Dataset extract:
"""
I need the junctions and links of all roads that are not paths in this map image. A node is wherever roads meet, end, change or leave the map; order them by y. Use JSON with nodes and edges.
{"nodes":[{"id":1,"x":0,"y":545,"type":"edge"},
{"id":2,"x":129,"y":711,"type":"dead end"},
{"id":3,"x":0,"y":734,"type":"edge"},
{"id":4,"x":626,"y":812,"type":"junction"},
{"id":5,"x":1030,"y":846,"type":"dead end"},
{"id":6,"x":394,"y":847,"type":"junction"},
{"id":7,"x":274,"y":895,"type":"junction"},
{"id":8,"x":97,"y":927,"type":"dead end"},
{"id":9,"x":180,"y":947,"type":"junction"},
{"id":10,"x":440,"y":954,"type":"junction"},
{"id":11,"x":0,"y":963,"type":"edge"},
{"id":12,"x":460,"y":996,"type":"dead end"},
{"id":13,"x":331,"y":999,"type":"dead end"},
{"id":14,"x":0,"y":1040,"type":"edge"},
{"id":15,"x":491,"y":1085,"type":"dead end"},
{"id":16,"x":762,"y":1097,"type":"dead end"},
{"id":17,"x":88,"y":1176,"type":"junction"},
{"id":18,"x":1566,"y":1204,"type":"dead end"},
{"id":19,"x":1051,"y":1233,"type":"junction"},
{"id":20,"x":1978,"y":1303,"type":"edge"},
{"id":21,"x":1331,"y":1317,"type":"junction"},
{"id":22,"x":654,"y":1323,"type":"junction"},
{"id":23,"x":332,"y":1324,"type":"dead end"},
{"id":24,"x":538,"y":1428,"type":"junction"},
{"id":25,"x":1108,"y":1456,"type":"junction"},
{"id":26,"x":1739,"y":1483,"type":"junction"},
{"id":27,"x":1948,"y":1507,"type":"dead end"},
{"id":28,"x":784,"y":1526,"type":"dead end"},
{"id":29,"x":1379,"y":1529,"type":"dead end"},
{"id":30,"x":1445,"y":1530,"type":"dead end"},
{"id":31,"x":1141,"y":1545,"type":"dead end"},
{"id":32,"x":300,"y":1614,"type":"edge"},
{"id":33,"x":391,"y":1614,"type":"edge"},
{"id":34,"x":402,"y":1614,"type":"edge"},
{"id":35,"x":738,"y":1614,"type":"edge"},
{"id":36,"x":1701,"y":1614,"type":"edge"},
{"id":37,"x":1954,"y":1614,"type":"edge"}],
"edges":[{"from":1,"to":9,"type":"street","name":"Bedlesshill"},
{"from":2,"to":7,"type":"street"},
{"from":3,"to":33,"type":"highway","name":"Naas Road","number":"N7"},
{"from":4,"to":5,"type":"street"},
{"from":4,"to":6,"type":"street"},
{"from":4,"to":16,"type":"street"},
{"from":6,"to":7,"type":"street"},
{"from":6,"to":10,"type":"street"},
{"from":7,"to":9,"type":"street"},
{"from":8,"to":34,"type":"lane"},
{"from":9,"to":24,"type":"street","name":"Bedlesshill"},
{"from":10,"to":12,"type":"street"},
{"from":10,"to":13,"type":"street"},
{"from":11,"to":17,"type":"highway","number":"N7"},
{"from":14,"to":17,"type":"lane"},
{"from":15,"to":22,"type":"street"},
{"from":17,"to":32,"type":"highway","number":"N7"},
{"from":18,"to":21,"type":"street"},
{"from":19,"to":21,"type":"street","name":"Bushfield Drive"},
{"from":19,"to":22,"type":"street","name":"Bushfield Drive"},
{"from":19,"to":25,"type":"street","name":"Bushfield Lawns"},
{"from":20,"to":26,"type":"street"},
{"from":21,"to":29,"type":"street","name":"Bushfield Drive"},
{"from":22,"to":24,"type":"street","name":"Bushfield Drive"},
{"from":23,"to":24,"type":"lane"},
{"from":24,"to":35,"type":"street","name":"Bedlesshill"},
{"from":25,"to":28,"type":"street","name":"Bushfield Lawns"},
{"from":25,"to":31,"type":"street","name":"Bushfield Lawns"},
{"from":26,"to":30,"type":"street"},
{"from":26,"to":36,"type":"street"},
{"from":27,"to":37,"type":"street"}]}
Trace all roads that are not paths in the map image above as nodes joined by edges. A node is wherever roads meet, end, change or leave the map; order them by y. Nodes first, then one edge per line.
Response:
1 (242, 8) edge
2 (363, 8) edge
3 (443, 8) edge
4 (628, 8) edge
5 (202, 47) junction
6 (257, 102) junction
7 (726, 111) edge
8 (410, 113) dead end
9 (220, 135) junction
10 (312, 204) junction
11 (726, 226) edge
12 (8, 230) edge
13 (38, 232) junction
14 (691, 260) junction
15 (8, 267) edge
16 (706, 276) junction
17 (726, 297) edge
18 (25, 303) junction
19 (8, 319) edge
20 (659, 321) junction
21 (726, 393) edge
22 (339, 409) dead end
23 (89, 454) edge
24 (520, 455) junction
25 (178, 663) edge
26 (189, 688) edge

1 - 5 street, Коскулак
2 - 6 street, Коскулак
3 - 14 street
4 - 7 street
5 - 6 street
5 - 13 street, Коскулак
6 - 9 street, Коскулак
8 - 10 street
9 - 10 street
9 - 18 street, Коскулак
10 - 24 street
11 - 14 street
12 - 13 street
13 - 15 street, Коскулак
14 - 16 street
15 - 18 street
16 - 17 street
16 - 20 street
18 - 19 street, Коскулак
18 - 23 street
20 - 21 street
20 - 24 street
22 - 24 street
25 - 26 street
"""
Pull out each line of the records holding the string "meet".

Solution to the problem:
I need the junctions and links of all roads that are not paths in this map image. A node is wherever roads meet, end, change or leave the map; order them by y. Use JSON with nodes and edges.
Trace all roads that are not paths in the map image above as nodes joined by edges. A node is wherever roads meet, end, change or leave the map; order them by y. Nodes first, then one edge per line.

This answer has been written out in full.